Task statement
In this material, which lines include the string "Xonobodtepa"? Show them.

# # # # #

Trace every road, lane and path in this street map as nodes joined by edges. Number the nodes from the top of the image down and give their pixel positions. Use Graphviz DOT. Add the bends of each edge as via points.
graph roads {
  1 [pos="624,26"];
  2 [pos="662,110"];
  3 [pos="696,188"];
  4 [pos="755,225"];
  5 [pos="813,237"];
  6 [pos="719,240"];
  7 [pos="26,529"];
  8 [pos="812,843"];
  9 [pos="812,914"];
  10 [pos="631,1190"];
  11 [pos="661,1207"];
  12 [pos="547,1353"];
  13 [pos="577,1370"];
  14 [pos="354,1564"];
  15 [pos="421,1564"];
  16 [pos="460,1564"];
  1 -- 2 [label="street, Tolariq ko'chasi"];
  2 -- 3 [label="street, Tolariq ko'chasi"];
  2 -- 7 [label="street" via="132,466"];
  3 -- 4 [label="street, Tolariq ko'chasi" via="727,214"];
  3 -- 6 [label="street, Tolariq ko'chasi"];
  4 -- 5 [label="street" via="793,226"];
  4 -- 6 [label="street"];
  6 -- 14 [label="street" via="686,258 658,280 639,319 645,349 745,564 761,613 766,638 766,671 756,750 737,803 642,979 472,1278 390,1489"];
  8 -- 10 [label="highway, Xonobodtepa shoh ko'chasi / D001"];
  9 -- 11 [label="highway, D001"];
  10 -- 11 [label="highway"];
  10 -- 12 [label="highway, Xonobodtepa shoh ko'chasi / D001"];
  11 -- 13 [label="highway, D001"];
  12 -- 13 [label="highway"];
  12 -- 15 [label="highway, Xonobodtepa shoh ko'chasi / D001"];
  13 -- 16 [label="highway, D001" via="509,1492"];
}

# # # # #

Response
  8 -- 10 [label="highway, Xonobodtepa shoh ko'chasi / D001"];
  10 -- 12 [label="highway, Xonobodtepa shoh ko'chasi / D001"];
  12 -- 15 [label="highway, Xonobodtepa shoh ko'chasi / D001"];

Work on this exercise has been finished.